Material provided

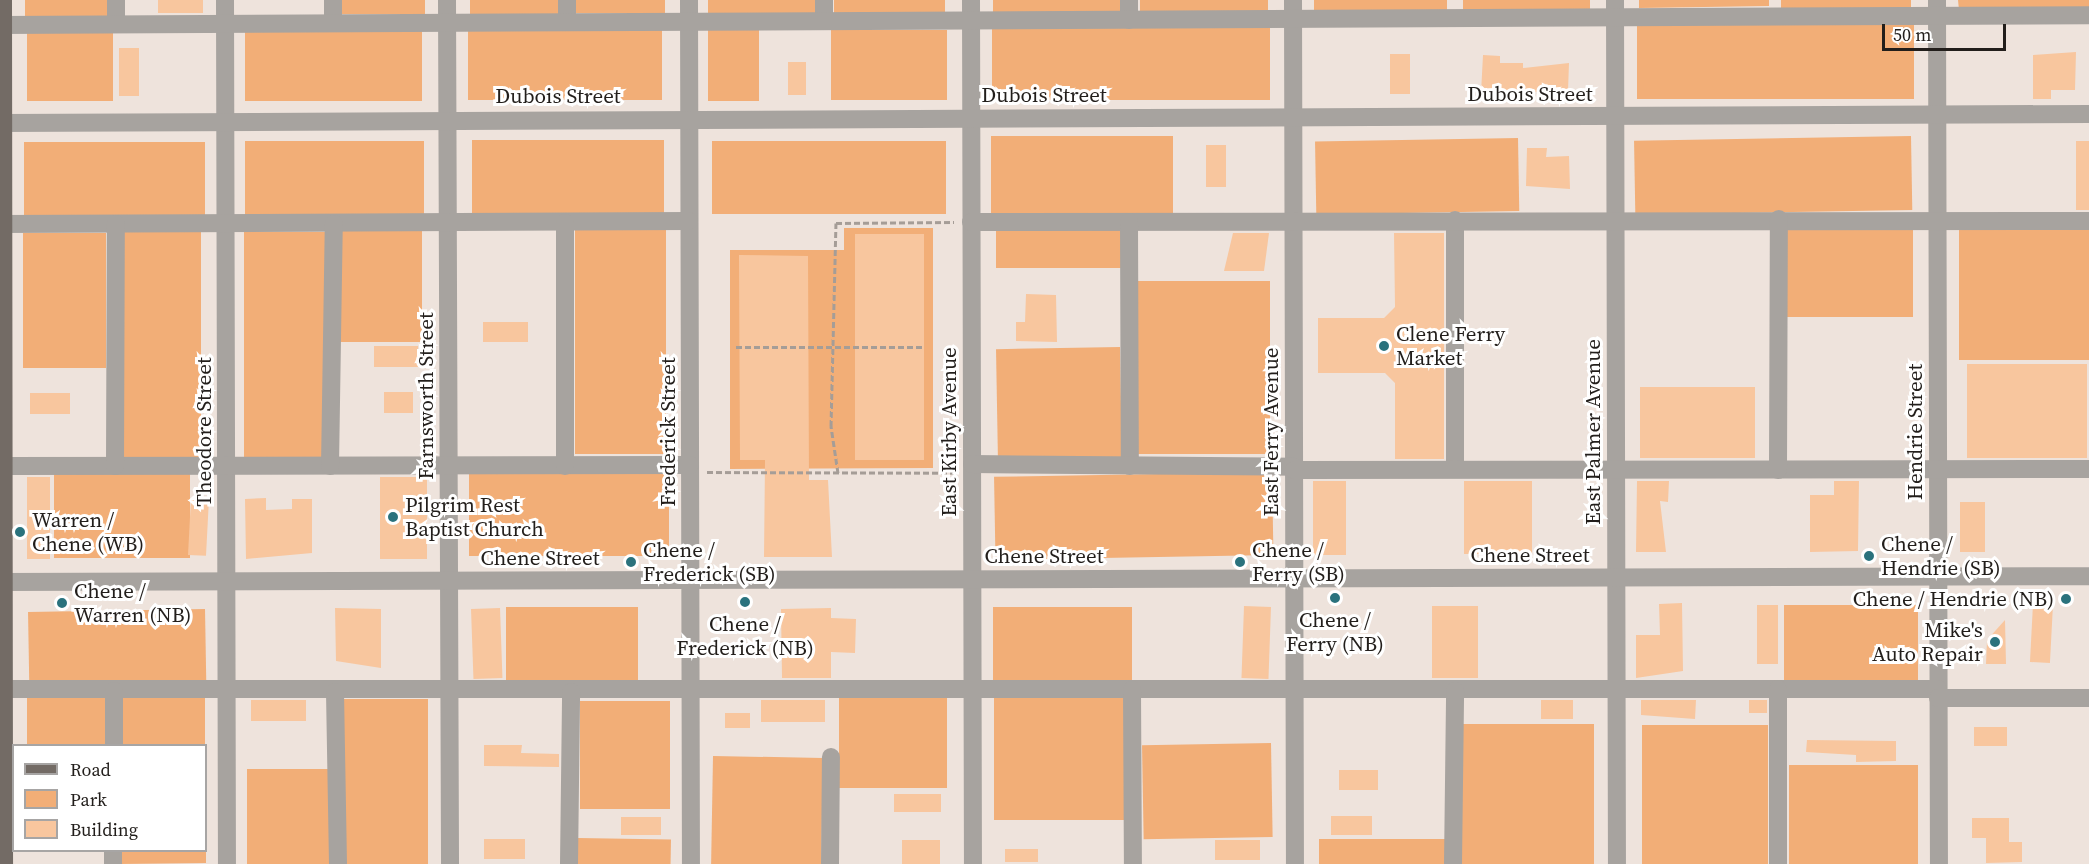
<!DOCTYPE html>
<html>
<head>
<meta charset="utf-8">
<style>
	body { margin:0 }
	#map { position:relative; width:2089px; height:864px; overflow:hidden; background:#eee3dc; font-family:"Source Serif 4",serif }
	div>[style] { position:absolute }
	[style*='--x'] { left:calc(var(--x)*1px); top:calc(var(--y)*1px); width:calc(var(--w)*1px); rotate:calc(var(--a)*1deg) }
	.green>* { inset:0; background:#f2ae77; transform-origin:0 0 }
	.building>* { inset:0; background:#f8c69e; transform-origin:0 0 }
	.path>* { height:3px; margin-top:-1.5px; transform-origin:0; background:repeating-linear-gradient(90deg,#a59d97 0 6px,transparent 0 9px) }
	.minor>* { height:18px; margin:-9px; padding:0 9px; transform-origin:9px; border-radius:9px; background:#a7a39f }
	.major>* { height:18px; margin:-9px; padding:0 9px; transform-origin:9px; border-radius:9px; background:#736b65 }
	.dots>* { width:16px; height:16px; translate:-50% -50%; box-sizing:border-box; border:3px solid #fff; border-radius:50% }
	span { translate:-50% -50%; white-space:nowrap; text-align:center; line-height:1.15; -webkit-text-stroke:6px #fff; paint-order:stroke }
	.street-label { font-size:21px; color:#221e1b }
	.poi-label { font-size:21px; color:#221e1b }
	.left { translate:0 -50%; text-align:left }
	.right { translate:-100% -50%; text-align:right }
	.legend { position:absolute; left:12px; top:744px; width:195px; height:108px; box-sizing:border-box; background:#fff; border:2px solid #a7a5a4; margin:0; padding:8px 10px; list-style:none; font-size:18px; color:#221e1b }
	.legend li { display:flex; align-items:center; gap:12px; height:30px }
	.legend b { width:30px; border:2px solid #a7a5a4 }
	.scale { position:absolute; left:1882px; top:24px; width:124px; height:27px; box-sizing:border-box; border:3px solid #221e1b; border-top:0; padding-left:8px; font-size:18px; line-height:21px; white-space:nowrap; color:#221e1b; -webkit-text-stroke:4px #fff; paint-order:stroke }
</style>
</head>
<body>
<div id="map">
	<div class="green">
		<i style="left:25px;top:0;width:84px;height:17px"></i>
		<i style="left:341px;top:0;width:84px;height:14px"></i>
		<i style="left:470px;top:0;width:92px;height:14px"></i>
		<i style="left:574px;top:0;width:91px;height:13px"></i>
		<i style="left:708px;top:0;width:109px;height:13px"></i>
		<i style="left:834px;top:0;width:111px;height:13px"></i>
		<i style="left:993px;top:0;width:130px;height:14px"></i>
		<i style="left:1140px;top:0;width:128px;height:14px"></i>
		<i style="clip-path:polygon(1314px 0,1447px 0,1447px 10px,1314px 12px)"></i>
		<i style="left:1463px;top:0;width:127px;height:12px"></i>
		<i style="clip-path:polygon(1639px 0,1769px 0,1769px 6px,1639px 8px)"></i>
		<i style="left:1781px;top:0;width:130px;height:8px"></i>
		<i style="clip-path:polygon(1958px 0,2089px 0,2089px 8px,1959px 10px)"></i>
		<i style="left:1637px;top:24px;width:277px;height:75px"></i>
		<i style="left:992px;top:28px;width:278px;height:72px"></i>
		<i style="left:468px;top:29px;width:194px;height:71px"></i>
		<i style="left:759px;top:29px;width:72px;height:51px;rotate:90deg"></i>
		<i style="left:947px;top:30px;width:70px;height:116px;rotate:90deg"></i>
		<i style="left:245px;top:31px;width:177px;height:70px"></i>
		<i style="left:27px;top:32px;width:86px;height:69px"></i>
		<i style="left:1173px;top:136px;width:77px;height:182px;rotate:90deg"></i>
		<i style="left:1911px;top:136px;width:74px;height:277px;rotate:89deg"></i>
		<i style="left:1518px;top:138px;width:73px;height:203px;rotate:89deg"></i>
		<i style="left:472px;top:140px;width:192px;height:75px"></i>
		<i style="left:245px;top:141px;width:179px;height:75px"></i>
		<i style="left:712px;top:141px;width:234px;height:73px"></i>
		<i style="left:24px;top:142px;width:181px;height:74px"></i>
		<i style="left:1786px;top:224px;width:127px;height:93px"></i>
		<i style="clip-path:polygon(844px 228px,933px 228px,933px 468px,730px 469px,730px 250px,844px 250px)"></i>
		<i style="left:1121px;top:228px;width:40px;height:125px;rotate:90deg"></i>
		<i style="left:1959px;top:228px;width:130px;height:132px"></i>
		<i style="left:666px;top:229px;width:225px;height:91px;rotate:90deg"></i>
		<i style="left:338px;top:231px;width:84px;height:111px"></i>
		<i style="left:122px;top:232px;width:79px;height:227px"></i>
		<i style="left:244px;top:232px;width:82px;height:228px"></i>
		<i style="left:23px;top:233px;width:83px;height:135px"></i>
		<i style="left:1270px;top:281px;width:173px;height:132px;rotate:90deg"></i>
		<i style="left:1120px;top:347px;width:111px;height:124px;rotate:89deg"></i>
		<i style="left:1272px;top:472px;width:83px;height:278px;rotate:89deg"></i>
		<i style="left:54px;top:474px;width:136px;height:84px"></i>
		<i style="left:669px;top:474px;width:82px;height:200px;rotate:90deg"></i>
		<i style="left:1784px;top:605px;width:134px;height:75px"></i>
		<i style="left:506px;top:607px;width:132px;height:79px"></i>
		<i style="left:993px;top:607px;width:139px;height:77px"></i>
		<i style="left:205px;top:609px;width:75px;height:177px;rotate:89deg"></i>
		<i style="left:27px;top:697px;width:83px;height:49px"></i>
		<i style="left:120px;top:697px;width:85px;height:48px"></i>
		<i style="left:947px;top:698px;width:90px;height:108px;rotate:90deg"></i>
		<i style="left:1124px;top:698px;width:122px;height:130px;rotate:90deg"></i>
		<i style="left:343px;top:699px;width:85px;height:165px"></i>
		<i style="left:580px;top:701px;width:90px;height:108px"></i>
		<i style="left:1460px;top:724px;width:134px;height:140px"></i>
		<i style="left:1642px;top:725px;width:126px;height:139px"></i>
		<i style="left:1271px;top:743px;width:94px;height:129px;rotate:89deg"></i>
		<i style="left:713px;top:756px;width:110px;height:108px;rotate:1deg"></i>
		<i style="left:1789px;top:765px;width:129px;height:99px"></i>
		<i style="left:247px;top:769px;width:82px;height:95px"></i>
		<i style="clip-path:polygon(206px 827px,206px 863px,120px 864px,120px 851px,206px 850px)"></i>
		<i style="left:578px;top:838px;width:93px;height:26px;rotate:1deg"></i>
		<i style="left:1447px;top:839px;width:25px;height:128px;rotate:90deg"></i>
	</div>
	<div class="building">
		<i style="left:158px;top:0;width:45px;height:13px"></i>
		<i style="left:119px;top:48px;width:20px;height:48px"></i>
		<i style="clip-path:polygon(2076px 52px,2075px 90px,2051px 90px,2051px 99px,2033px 99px,2033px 55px)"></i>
		<i style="left:1390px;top:54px;width:20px;height:40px"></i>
		<i style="clip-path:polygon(1483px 55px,1500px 56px,1500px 63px,1523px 63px,1523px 68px,1569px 63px,1568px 91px,1481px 93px)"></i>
		<i style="left:788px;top:62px;width:18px;height:33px"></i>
		<i style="left:2089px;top:141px;width:69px;height:13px;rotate:90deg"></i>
		<i style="left:1206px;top:145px;width:20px;height:42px"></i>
		<i style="clip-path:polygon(1527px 148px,1547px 148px,1546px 157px,1569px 156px,1570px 189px,1526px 186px)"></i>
		<i style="clip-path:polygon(1233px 233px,1269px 233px,1264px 271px,1224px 271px)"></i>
		<i style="clip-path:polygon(1394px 233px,1444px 233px,1444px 459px,1395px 459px,1395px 383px,1385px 373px,1318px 373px,1318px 318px,1384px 318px,1395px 307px)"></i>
		<i style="left:855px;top:234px;width:69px;height:226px"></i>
		<i style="clip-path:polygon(739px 255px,808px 256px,809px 480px,828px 480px,832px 557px,764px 557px,765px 460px,740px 460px)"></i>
		<i style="clip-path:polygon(1026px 294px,1056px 295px,1057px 342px,1016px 341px,1016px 322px,1025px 322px)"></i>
		<i style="left:528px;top:322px;width:20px;height:45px;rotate:90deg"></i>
		<i style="left:418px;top:346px;width:21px;height:44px;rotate:90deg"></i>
		<i style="left:1967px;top:364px;width:120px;height:94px"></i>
		<i style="left:1640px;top:387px;width:115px;height:71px"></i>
		<i style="left:384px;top:392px;width:29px;height:21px"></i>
		<i style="left:30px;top:393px;width:40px;height:21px"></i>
		<i style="left:27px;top:477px;width:23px;height:82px"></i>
		<i style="left:380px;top:477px;width:47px;height:82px"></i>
		<i style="left:1313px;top:481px;width:33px;height:74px"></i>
		<i style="left:1464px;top:481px;width:68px;height:73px"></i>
		<i style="clip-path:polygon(1637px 481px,1669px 481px,1668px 502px,1660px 501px,1666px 552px,1636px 552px)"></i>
		<i style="clip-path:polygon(1834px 481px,1859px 481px,1858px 551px,1810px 552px,1810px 495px,1834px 495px)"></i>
		<i style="left:191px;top:498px;width:18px;height:57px;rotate:3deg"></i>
		<i style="clip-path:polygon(266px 498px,266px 510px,292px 509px,292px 499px,312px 499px,312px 553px,246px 559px,245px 499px)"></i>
		<i style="left:1960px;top:502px;width:25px;height:50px"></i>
		<i style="clip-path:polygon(1682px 603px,1683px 671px,1636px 678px,1636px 635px,1660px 635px,1659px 604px)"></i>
		<i style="left:2033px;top:604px;width:20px;height:58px;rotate:3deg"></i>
		<i style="left:1757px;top:605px;width:21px;height:59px"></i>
		<i style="left:1244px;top:606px;width:27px;height:72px;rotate:2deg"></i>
		<i style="left:1432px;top:606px;width:46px;height:72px"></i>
		<i style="clip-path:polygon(335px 608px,381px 609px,381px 668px,336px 661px)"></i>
		<i style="left:500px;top:608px;width:70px;height:29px;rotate:88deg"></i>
		<i style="clip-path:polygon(831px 608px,831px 618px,856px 619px,855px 653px,831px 652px,831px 678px,782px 678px,781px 609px)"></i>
		<i style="clip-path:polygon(2005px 620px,2006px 664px,1986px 664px,1987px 640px)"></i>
		<i style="left:306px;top:700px;width:21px;height:55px;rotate:90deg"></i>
		<i style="left:761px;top:700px;width:64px;height:22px"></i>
		<i style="left:1541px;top:700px;width:32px;height:19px"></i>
		<i style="clip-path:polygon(1641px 700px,1696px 700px,1695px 719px,1641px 715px)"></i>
		<i style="left:1749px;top:700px;width:18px;height:13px"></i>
		<i style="left:725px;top:713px;width:25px;height:15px"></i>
		<i style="left:1974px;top:727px;width:33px;height:19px"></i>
		<i style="clip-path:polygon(1807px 740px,1896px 741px,1896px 761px,1856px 762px,1856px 755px,1806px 752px)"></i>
		<i style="clip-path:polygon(484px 745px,522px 745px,521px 753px,559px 754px,559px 767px,484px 766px)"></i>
		<i style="left:1339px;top:770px;width:39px;height:20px"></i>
		<i style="left:894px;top:794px;width:47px;height:18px"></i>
		<i style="left:1331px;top:816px;width:41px;height:19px"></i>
		<i style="left:621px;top:817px;width:40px;height:18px"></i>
		<i style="clip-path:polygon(1972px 818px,2009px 818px,2009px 842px,2022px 842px,2022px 862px,1986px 863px,1986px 838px,1972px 838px)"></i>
		<i style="left:484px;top:839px;width:41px;height:20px"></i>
		<i style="left:940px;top:840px;width:24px;height:38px;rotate:90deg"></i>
		<i style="left:1215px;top:840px;width:45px;height:20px"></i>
		<i style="left:1005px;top:849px;width:33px;height:13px"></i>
	</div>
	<div class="path">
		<i style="--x:736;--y:347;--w:188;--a:0"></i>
		<i style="--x:707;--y:472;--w:248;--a:0.2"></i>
		<i style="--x:838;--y:473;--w:48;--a:-98.5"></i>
		<i style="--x:831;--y:426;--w:203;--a:-88.6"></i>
		<i style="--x:836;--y:223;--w:118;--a:-0.5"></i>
	</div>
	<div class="minor">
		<i style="--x:225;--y:0;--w:864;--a:89.87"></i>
		<i style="--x:447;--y:0;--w:864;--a:89.8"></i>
		<i style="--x:689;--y:0;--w:864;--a:89.87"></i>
		<i style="--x:971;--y:0;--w:864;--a:89.87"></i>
		<i style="--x:1293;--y:0;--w:864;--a:89.87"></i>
		<i style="--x:1615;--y:0;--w:864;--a:89.87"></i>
		<i style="--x:1937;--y:0;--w:864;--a:89.87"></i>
		<i style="--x:1129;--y:20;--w:20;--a:-90"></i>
		<i style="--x:824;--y:21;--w:21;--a:-90"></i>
		<i style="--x:567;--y:22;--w:22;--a:-90"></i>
		<i style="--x:333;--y:23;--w:23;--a:-90"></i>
		<i style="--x:116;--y:24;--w:24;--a:-90"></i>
		<i style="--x:0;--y:25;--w:2089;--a:-0.27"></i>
		<i style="--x:0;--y:123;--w:2089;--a:-0.25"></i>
		<i style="--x:1455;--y:220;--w:249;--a:90"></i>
		<i style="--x:971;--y:222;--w:1118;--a:-0.05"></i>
		<i style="--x:1129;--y:222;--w:244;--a:89.8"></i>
		<i style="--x:0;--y:224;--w:689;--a:-0.25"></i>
		<i style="--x:972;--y:464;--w:322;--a:0.5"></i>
		<i style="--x:0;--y:466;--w:690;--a:-0.08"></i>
		<i style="--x:115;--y:466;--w:242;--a:-89.8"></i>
		<i style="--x:330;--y:466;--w:242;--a:-89.1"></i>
		<i style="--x:565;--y:466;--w:243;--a:-90"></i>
		<i style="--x:1294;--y:470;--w:795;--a:-0.07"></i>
		<i style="--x:1778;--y:470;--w:251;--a:-89.8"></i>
		<i style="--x:0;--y:582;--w:2089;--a:-0.16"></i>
		<i style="--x:3;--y:689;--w:1935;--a:0"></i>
		<i style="--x:1778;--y:689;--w:175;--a:90"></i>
		<i style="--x:1132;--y:690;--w:174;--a:89.7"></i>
		<i style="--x:335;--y:692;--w:172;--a:89"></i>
		<i style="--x:1938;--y:698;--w:151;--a:0"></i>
		<i style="--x:114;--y:746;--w:55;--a:-90"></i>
		<i style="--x:113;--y:864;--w:14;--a:-90"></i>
		<i style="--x:569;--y:864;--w:172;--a:-89.3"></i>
		<i style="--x:830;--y:864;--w:107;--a:-89.5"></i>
		<i style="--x:1453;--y:864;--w:173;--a:-89.3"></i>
	</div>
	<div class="major">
		<i style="--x:3;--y:0;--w:864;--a:89.93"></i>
	</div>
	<div class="dots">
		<i style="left:1384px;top:346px;background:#2a727d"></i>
		<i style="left:393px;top:517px;background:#2a727d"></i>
		<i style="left:20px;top:532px;background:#2a727d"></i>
		<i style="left:1869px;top:556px;background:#2a727d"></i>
		<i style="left:631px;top:562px;background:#2a727d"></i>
		<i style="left:1240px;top:562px;background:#2a727d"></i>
		<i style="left:1335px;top:598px;background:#2a727d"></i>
		<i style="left:2066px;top:599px;background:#2a727d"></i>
		<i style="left:745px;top:602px;background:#2a727d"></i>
		<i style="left:62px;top:603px;background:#2a727d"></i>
		<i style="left:1995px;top:642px;background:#2a727d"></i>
	</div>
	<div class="street-label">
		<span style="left:1530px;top:94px">Dubois Street</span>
		<span style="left:1044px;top:95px">Dubois Street</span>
		<span style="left:558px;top:96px">Dubois Street</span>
		<span style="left:426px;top:396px;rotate:-90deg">Farnsworth Street</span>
		<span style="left:204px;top:432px;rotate:-90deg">Theodore Street</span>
		<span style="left:668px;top:432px;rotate:-90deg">Frederick Street</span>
		<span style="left:949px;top:432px;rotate:-90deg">East Kirby Avenue</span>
		<span style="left:1271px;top:432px;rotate:-90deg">East Ferry Avenue</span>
		<span style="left:1593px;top:432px;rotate:-90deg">East Palmer Avenue</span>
		<span style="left:1915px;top:432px;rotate:-90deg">Hendrie Street</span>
		<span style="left:1530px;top:555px">Chene Street</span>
		<span style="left:1044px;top:556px">Chene Street</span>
		<span style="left:540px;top:558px">Chene Street</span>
	</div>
	<div class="poi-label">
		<span class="left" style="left:1396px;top:346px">Clene Ferry<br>Market</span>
		<span class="left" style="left:405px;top:517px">Pilgrim Rest<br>Baptist Church</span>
		<span class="left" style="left:32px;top:532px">Warren /<br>Chene (WB)</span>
		<span class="left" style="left:1881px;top:556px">Chene /<br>Hendrie (SB)</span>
		<span class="left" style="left:643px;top:562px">Chene /<br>Frederick (SB)</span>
		<span class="left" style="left:1252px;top:562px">Chene /<br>Ferry (SB)</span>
		<span class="left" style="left:74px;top:603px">Chene /<br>Warren (NB)</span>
		<span class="right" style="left:2054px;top:599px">Chene / Hendrie (NB)</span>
		<span style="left:1335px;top:632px">Chene /<br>Ferry (NB)</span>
		<span style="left:745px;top:636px">Chene /<br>Frederick (NB)</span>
		<span class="right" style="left:1983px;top:642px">Mike's<br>Auto Repair</span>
	</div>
	<ul class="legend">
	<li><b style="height:8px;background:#736b65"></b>Road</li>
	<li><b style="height:16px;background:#f2ae77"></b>Park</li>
	<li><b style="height:16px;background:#f8c69e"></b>Building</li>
	</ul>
	<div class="scale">50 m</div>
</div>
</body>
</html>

Goal of the exercise
Could you reproduce exactly the lines from the first line of the listing through the line containing "inset:0; background:#f2ae77; transform-origin:0", both included, with pictures left out?

Finished exercise
<!DOCTYPE html>
<html>
<head>
<meta charset="utf-8">
<style>
	body { margin:0 }
	#map { position:relative; width:2089px; height:864px; overflow:hidden; background:#eee3dc; font-family:"Source Serif 4",serif }
	div>[style] { position:absolute }
	[style*='--x'] { left:calc(var(--x)*1px); top:calc(var(--y)*1px); width:calc(var(--w)*1px); rotate:calc(var(--a)*1deg) }
	.green>* { inset:0; background:#f2ae77; transform-origin:0 0 }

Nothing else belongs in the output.